When we think of marketing our businesses we often think of the same tactic: make ourselves look as good as possible. But more and more customers want more than a sales spiel; they want a real understanding of how our businesses run and how our products are made.
It’s time to face the elephant in the room. As small business owners, we always want to put our best foot forward. But studies have shown that embracing our flaws can make us more relatable and boost our sales.
Here’s an example: imagine if IKEA wrote an article about which household items you can use to assemble their furniture. A lot of people -especially students- who buy from IKEA don’t have their own toolkits. In the past I myself have used shoes, jars, chunks of wood and nail files to assemble shelving units! Creating an emergency guide would be a clever way to counter what many people see as a deterrent of DIY furniture.
Writing about what could go wrong with your products and how customers can address those things can give you a massive boost, no matter what you sell.
It can be tempting to hide your manufacturing process, not talk about your ingredients, and keep an air of mystery about your business.
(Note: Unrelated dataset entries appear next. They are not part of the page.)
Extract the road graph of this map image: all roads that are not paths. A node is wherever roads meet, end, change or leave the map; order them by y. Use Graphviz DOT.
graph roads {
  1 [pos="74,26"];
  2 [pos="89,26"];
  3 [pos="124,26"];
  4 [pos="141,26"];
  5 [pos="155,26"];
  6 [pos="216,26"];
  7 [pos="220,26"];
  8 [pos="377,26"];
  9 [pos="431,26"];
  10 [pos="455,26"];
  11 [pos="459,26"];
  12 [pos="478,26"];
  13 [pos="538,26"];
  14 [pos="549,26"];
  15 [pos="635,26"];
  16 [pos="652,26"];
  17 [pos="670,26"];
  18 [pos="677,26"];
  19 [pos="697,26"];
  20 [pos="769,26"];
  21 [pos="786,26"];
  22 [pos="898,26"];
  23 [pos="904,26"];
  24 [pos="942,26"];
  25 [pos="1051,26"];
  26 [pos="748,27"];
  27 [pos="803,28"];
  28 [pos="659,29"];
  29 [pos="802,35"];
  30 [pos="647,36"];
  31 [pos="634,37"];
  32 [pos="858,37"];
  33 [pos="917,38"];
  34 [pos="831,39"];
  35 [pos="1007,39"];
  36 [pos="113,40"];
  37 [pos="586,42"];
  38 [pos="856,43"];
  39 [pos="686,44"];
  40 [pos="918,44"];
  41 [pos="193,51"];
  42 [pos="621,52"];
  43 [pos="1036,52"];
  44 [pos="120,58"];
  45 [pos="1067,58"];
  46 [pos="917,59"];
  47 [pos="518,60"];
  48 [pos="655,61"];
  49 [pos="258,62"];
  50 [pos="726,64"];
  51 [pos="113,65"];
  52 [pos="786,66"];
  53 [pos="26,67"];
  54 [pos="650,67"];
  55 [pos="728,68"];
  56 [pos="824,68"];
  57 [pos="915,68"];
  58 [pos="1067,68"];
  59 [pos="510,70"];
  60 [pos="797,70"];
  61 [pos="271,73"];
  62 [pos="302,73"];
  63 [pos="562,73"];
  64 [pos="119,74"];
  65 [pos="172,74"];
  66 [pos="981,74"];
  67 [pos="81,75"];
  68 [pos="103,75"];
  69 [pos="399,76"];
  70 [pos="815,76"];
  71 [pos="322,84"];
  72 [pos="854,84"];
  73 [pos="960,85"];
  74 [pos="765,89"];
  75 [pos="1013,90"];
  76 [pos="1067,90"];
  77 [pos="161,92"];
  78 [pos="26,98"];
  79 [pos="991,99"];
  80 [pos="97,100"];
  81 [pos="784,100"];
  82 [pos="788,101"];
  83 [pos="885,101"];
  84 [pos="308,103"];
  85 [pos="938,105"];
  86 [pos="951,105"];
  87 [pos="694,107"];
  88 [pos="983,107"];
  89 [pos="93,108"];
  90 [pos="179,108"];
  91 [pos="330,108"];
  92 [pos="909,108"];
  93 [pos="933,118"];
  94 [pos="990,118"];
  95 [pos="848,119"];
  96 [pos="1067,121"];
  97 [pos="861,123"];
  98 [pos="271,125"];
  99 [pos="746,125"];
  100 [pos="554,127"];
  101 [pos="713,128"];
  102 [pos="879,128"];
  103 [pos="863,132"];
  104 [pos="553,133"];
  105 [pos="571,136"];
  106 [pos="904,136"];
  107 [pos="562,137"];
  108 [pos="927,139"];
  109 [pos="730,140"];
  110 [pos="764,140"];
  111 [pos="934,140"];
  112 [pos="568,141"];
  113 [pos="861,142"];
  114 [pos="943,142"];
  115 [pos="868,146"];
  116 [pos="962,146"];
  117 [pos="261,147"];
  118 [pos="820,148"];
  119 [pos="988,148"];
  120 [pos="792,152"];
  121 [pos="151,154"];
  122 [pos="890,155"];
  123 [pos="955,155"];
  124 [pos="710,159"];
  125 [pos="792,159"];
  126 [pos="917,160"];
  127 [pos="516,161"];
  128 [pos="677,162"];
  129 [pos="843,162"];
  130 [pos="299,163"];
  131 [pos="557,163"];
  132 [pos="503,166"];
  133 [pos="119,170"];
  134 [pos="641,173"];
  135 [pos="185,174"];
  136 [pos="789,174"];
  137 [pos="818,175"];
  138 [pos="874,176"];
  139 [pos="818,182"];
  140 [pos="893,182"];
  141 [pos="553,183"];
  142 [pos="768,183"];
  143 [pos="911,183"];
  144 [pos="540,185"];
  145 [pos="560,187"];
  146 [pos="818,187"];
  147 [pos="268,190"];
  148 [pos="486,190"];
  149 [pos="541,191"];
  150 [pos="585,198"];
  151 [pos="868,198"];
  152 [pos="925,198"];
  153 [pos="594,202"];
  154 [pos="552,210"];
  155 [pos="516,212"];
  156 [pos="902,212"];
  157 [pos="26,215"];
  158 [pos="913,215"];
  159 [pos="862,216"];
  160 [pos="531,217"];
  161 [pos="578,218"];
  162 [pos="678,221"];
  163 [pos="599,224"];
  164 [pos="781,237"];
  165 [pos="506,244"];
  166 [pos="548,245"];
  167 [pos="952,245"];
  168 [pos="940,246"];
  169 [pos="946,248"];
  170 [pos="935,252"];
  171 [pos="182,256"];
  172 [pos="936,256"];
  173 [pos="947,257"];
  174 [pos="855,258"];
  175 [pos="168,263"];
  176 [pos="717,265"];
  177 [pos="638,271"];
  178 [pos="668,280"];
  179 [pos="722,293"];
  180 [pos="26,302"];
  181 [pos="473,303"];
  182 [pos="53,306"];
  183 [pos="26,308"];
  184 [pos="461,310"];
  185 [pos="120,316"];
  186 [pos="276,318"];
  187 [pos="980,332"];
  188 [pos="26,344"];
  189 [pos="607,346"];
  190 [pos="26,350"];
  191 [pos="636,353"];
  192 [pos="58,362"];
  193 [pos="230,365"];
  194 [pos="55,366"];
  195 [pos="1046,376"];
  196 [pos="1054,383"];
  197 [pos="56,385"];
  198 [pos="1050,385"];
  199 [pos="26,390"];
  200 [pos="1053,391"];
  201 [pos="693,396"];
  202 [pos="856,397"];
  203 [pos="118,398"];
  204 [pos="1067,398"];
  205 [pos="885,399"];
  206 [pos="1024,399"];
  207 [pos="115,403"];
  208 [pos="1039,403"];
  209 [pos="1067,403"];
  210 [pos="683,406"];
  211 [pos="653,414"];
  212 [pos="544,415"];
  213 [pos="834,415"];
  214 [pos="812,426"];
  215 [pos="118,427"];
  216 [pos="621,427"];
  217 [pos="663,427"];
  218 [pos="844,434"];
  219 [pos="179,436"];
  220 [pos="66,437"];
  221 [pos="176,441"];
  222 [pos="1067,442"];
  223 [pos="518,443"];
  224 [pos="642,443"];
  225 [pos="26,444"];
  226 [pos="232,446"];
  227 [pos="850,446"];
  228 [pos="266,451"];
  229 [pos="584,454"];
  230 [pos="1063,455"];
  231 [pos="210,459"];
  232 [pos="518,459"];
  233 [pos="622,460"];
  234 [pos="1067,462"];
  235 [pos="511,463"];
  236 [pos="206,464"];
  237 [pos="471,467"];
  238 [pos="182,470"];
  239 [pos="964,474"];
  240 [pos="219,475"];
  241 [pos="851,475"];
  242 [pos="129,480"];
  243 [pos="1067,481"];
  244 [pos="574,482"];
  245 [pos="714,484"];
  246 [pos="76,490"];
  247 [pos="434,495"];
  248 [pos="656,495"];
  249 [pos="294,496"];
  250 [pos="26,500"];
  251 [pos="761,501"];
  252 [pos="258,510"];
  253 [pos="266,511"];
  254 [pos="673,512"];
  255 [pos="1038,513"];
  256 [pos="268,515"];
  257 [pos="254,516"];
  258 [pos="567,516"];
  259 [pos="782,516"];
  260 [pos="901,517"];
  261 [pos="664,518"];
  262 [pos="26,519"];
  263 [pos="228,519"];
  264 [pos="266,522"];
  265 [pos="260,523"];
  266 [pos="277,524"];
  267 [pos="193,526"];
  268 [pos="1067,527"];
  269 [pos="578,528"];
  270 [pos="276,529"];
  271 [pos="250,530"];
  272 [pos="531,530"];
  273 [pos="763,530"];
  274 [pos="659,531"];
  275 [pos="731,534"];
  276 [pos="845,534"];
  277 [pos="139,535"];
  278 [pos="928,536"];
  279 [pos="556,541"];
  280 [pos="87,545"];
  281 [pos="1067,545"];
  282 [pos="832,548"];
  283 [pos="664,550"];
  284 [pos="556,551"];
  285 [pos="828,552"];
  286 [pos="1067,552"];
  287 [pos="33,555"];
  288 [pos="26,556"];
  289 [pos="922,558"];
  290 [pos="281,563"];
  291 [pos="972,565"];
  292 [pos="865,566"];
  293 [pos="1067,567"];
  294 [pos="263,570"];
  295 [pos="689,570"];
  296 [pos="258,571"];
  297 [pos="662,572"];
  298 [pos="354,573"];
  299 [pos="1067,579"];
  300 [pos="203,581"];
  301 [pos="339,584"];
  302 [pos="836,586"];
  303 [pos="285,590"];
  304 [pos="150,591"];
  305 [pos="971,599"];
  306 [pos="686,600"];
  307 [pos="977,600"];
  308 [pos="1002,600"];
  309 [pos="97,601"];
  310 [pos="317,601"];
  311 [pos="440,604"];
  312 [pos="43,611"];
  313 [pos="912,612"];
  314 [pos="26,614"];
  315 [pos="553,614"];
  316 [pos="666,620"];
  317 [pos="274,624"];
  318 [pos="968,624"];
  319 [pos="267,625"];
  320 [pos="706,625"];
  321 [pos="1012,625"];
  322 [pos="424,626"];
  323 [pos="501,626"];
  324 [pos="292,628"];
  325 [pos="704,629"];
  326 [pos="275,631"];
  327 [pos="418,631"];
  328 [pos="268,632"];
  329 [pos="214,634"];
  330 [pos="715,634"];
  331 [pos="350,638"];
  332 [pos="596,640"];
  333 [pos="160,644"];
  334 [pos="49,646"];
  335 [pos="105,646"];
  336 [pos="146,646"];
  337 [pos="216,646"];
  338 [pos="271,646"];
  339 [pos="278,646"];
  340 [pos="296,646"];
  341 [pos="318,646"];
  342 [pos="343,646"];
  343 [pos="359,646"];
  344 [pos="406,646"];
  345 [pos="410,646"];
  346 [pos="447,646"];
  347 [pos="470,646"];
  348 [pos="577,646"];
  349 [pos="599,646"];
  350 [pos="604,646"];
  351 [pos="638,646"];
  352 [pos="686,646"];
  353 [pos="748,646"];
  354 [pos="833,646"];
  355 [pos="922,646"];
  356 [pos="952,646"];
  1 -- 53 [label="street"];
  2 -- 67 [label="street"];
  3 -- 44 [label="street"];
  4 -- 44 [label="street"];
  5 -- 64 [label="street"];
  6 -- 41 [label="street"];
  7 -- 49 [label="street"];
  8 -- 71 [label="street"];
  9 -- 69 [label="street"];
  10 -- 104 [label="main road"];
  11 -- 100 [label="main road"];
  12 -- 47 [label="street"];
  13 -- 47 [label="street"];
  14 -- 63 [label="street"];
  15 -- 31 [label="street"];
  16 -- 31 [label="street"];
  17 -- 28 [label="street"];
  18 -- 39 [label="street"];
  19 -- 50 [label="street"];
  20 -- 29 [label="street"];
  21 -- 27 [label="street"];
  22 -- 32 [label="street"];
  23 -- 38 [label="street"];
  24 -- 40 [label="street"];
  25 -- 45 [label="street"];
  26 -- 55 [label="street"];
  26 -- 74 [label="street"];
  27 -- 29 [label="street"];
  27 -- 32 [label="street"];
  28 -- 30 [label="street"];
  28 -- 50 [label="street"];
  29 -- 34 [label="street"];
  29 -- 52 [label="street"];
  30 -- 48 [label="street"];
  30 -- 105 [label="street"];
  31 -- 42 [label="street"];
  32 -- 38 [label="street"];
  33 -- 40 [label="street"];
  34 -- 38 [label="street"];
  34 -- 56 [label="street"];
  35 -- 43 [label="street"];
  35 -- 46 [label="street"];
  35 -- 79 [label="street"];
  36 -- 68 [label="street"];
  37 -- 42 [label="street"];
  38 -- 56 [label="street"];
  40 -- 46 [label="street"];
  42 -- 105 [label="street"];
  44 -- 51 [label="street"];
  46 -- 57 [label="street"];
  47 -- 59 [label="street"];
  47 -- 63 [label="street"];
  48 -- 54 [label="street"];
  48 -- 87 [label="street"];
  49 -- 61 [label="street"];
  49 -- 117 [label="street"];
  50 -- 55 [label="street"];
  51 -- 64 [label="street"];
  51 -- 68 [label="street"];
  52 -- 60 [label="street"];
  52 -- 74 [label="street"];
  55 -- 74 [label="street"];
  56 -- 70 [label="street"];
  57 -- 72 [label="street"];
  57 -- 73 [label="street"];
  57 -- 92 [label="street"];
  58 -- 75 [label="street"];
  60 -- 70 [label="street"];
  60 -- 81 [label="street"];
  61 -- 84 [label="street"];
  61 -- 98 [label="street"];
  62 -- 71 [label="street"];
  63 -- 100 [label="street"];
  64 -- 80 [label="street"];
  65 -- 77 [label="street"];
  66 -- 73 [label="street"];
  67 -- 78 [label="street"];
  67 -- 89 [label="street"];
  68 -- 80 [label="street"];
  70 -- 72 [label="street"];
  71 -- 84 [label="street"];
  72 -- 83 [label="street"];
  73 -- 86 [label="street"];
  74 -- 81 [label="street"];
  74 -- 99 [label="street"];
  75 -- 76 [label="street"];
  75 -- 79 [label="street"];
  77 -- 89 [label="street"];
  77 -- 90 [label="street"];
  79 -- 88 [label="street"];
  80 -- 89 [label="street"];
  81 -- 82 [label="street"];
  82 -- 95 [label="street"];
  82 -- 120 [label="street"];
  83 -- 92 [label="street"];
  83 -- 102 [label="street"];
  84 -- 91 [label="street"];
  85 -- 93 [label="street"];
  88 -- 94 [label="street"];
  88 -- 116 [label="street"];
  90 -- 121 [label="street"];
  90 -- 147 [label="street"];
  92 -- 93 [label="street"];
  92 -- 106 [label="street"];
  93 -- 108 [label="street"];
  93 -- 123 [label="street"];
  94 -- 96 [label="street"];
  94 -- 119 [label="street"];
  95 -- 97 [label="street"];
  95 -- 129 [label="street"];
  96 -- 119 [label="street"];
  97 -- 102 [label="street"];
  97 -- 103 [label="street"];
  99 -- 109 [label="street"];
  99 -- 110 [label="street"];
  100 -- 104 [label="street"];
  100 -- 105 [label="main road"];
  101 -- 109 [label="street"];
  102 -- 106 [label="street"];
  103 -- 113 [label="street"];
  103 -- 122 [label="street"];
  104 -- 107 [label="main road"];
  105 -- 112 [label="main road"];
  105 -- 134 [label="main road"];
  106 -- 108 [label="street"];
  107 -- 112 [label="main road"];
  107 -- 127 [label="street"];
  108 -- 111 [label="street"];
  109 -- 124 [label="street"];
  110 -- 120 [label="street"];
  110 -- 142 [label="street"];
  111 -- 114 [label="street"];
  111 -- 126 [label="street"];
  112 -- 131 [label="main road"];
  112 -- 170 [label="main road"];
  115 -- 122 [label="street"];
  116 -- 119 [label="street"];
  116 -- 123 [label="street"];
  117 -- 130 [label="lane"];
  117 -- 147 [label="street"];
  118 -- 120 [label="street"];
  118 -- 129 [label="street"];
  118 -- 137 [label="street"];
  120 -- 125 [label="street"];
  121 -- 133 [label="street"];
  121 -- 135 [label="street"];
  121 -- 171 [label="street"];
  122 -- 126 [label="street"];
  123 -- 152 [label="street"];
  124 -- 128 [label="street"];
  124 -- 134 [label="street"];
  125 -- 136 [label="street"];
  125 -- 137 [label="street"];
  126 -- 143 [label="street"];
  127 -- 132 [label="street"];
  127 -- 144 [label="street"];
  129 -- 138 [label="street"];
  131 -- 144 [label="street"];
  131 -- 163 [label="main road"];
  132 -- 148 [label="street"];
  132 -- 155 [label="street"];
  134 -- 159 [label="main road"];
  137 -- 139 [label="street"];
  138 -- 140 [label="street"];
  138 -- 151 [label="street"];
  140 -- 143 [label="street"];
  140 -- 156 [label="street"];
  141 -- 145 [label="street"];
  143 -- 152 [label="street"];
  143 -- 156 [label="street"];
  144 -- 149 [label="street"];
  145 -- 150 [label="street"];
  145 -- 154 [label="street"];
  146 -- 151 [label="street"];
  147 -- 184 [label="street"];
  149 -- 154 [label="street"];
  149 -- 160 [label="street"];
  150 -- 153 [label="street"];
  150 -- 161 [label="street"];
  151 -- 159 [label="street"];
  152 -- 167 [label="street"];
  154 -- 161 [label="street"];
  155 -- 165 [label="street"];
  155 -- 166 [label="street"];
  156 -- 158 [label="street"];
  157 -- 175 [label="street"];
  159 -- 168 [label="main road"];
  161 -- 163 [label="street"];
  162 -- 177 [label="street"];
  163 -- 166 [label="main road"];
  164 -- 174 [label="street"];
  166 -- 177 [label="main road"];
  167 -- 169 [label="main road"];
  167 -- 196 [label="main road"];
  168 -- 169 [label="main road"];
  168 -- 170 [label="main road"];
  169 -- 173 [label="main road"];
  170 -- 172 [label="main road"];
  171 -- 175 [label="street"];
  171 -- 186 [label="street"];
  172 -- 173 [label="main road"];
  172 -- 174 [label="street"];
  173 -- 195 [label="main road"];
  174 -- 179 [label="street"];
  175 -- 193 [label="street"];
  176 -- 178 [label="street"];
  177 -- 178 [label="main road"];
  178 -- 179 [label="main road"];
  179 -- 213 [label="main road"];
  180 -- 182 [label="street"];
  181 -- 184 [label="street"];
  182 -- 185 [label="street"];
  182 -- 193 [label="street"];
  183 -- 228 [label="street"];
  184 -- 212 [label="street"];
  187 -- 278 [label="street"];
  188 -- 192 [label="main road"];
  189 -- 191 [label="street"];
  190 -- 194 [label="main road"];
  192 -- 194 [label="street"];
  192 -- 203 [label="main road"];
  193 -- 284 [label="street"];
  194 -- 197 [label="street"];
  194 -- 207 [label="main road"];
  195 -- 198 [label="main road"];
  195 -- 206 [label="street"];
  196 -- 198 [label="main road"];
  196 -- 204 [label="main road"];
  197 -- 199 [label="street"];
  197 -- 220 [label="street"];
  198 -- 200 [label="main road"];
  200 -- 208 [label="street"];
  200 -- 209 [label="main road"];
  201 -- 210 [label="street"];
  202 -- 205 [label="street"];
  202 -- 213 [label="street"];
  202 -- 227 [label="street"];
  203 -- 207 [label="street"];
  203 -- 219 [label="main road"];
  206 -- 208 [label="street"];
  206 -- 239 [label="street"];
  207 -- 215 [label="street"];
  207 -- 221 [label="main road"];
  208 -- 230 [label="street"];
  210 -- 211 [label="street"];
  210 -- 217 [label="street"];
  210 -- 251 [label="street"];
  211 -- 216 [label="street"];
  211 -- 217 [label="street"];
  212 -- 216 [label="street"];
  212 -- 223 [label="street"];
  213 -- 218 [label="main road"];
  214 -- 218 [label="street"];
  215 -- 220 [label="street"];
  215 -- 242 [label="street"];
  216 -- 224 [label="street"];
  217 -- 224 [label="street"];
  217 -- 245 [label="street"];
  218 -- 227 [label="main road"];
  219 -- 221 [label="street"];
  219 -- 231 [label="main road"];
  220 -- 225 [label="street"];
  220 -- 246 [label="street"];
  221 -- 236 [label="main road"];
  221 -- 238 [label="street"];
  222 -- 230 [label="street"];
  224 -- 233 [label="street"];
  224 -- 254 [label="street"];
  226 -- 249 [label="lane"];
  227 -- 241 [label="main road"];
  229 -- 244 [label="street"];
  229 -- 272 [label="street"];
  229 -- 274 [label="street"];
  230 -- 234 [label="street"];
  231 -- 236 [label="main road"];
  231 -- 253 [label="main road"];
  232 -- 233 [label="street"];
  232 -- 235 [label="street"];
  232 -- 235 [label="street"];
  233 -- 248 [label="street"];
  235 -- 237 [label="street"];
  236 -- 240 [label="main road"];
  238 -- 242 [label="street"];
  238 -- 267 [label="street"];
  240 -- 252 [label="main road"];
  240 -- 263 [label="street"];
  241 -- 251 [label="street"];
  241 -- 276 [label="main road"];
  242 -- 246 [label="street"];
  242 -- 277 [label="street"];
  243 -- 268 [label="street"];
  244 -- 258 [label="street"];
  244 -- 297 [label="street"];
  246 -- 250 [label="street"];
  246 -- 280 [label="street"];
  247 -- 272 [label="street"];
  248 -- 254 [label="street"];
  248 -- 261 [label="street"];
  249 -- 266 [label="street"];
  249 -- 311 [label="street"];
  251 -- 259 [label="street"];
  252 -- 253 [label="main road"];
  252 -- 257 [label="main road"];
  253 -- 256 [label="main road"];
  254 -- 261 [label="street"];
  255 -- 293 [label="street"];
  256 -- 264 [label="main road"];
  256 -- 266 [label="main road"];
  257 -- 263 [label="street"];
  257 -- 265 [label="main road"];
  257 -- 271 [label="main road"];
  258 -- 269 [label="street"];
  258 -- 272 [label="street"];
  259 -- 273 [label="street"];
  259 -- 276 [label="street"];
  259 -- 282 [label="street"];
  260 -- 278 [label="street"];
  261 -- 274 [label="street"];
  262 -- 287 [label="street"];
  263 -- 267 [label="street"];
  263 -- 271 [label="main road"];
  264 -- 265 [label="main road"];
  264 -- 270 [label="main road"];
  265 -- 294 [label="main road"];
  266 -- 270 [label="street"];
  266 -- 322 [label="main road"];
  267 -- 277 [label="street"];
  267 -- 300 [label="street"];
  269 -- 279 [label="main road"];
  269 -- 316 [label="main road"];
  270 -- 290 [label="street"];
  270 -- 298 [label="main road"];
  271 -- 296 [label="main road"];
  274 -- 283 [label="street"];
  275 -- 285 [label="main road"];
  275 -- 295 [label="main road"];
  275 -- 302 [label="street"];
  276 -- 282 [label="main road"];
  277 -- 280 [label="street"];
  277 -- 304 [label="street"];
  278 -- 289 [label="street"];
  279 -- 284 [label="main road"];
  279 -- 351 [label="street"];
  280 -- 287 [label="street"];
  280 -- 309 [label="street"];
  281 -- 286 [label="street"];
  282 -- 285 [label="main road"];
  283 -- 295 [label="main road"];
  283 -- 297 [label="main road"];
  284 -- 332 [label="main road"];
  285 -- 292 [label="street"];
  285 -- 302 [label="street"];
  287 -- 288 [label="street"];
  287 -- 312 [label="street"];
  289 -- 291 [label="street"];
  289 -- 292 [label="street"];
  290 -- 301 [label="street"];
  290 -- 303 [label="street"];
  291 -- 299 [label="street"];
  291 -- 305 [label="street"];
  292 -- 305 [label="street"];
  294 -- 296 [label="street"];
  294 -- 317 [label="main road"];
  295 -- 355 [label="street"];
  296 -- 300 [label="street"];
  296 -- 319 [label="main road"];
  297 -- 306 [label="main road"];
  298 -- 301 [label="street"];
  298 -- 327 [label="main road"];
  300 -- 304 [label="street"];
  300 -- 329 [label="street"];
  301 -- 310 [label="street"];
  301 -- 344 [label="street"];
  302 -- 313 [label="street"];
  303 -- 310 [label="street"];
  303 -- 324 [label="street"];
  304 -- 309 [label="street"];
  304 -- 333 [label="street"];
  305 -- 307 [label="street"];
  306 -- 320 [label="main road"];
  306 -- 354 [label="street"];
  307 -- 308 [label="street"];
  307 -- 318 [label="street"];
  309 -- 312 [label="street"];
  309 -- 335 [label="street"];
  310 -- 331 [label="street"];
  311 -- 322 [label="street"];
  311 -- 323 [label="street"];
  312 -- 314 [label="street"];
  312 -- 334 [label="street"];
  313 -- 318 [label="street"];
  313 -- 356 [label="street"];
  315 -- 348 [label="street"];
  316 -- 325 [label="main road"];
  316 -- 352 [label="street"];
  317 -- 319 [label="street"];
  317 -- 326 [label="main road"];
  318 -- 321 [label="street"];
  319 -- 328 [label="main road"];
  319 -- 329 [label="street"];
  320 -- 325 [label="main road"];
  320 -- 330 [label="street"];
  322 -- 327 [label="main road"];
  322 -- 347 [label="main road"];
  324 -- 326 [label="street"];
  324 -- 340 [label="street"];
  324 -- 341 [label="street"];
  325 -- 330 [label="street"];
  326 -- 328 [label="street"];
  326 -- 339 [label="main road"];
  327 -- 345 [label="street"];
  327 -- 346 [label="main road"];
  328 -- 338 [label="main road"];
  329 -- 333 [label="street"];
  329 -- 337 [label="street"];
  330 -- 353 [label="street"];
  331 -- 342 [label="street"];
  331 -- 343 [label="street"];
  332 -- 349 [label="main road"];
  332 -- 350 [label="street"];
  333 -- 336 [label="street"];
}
But people tend to love the transparent truth! Share your process; be honest about how you come up with products, what the process is in developing them, and which materials and techniques you use. Don’t be so exact that your customers could recreate your products at home, but do give them valuable insights into what they’re buying.
Businesses often hide their prices. They encourage customers to get in touch for quotes, or they hide their costs until late in the checkout process. There are a few reasons they do this: they don’t want customers to be deterred by their prices, their pricing changes seasonally, or they don’t want to be compared with competitors.
But hiding prices, shipping costs and taxes doesn’t make customers more likely to buy: it actually just makes them wary.
I know from my own experience that if one website is transparent in their pricing and one isn’t I’ll almost always go for the transparent one. It might not always be the cheaper option, but it saves me time and confusion, and the uncomfortable feeling of asking for a price and then rejecting it.
Many people are visual learners. They love to see how products look in a hand, how they move, how they’re assembled: so show them! Instead of relying solely on traditional images and text on your website, insert some video.
You can create testimonials, tutorials, behind-the-scenes footage and employee features to help your customers gain a real feeling of your business, your products, and your culture.
Give them a closer look!
More than ever customers want transparency and a true understanding of where their purchases come from. So be honest, address your flaws, offer solutions and give insights. Your customers will thank you!